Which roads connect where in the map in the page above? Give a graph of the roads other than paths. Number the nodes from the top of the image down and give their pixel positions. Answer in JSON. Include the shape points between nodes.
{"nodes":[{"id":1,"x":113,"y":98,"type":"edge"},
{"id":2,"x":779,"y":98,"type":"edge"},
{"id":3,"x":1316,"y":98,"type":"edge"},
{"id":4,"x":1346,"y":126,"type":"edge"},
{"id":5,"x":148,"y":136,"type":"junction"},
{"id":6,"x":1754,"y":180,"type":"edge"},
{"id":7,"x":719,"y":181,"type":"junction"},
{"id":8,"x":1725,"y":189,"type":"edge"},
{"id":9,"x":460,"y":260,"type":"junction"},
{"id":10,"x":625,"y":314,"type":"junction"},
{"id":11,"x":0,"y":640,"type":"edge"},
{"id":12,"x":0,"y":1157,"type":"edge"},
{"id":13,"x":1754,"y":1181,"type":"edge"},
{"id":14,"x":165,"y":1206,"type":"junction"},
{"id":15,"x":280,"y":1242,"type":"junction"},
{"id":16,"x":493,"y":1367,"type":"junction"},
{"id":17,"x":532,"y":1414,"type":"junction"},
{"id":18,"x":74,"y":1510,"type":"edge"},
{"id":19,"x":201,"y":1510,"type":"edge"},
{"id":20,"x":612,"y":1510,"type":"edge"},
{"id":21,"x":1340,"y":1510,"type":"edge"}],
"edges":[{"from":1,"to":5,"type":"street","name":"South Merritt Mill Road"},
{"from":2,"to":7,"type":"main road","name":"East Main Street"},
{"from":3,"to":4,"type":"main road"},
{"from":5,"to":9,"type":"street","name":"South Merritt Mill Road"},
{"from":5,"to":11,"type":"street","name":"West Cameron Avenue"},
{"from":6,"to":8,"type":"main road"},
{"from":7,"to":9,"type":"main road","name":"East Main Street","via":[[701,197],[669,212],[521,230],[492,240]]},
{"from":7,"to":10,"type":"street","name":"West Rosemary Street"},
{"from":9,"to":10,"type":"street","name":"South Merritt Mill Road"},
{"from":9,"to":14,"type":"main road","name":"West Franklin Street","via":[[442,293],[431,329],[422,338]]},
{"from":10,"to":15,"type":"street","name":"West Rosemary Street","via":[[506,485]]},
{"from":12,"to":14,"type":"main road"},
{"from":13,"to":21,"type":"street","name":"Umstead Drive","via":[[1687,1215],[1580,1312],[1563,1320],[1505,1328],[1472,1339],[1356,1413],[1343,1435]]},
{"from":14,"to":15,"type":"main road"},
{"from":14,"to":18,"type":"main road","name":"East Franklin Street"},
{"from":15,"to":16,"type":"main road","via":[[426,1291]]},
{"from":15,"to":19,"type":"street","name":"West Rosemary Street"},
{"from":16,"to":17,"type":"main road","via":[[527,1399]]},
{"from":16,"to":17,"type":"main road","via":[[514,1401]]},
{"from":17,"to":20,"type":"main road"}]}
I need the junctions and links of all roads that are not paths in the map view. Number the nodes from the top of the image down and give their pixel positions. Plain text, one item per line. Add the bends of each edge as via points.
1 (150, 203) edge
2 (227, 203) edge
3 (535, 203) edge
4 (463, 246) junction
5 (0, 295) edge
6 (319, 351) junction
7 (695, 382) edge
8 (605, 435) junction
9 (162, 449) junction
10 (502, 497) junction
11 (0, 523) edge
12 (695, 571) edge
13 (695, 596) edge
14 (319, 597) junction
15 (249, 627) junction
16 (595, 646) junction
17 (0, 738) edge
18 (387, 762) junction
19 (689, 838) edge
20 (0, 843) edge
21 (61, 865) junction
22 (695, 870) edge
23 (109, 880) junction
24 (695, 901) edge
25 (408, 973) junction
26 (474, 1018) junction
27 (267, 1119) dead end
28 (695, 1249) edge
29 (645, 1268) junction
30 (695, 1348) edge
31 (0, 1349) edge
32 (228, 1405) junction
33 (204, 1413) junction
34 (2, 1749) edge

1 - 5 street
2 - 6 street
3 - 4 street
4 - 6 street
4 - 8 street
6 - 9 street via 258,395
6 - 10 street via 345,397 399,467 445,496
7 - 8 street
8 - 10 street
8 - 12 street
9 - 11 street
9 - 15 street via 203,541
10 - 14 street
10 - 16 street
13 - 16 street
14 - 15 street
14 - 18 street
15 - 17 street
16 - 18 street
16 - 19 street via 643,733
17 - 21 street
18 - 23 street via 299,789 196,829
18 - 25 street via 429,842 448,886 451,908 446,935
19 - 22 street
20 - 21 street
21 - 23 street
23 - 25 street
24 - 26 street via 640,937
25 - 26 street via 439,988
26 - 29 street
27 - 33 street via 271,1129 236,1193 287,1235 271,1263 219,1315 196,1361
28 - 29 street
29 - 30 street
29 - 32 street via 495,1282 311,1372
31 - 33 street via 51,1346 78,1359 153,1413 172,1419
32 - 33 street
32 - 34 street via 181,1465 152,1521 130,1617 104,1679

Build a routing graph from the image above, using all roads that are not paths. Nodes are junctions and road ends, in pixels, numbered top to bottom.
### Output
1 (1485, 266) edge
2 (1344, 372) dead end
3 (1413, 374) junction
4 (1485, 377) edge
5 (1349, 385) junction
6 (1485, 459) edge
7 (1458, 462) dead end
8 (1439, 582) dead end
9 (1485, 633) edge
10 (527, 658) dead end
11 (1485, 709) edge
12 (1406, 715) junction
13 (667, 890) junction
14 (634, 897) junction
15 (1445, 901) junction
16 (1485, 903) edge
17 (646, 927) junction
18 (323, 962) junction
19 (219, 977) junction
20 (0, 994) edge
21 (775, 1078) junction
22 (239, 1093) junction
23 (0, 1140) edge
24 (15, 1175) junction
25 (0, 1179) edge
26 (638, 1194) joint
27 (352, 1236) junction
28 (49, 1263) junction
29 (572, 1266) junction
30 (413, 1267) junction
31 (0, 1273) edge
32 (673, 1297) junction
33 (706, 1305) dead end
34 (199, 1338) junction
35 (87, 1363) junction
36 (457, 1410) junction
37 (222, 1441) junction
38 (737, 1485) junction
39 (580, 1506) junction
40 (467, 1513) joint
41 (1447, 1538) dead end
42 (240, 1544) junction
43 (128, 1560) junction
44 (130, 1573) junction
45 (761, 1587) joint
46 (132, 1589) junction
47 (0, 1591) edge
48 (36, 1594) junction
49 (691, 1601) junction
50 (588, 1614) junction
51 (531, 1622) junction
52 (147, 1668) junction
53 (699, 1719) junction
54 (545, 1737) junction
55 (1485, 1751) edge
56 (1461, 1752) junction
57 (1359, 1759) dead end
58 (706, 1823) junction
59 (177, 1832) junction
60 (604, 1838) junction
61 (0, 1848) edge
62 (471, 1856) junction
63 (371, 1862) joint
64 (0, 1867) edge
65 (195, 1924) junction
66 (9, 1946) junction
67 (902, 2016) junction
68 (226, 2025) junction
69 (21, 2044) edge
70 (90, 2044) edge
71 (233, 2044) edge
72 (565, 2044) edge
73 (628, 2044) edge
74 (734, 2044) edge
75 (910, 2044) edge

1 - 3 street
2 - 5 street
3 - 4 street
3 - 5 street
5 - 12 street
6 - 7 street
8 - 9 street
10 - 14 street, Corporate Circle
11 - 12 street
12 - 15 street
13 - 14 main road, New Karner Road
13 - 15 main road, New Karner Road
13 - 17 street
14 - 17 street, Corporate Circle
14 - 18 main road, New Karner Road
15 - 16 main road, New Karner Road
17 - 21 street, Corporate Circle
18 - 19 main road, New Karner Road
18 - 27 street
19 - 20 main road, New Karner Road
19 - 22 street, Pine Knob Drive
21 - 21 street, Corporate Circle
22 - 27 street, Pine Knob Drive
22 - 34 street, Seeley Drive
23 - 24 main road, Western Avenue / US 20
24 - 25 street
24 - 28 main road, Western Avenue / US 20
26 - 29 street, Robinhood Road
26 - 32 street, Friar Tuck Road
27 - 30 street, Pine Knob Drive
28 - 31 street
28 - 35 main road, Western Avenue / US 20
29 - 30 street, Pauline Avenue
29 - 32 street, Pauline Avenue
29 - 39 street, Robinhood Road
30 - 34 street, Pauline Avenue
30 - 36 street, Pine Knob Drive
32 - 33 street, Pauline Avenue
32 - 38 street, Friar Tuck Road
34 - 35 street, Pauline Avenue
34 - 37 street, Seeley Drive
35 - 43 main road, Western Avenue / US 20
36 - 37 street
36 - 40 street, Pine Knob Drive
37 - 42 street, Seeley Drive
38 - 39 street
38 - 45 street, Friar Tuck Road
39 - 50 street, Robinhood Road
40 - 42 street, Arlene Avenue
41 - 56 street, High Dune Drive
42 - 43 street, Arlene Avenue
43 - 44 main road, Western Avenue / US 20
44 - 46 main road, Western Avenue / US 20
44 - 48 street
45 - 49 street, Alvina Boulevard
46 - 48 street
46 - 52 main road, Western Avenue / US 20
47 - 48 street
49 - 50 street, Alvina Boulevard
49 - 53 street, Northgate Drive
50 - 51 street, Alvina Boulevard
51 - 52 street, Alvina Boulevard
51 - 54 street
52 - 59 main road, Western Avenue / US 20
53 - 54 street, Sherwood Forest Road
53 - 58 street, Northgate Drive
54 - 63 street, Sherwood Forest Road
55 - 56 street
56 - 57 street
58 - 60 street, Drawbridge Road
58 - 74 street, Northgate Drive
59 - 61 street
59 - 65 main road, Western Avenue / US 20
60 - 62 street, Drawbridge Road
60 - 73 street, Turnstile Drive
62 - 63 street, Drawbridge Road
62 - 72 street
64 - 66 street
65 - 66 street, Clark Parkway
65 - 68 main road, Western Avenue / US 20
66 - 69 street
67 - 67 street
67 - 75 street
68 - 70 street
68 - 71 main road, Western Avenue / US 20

• Problem statement:
Filter the entries above down to the lines that contain "Pauline".

• Reply:
29 - 30 street, Pauline Avenue
29 - 32 street, Pauline Avenue
30 - 34 street, Pauline Avenue
32 - 33 street, Pauline Avenue
34 - 35 street, Pauline Avenue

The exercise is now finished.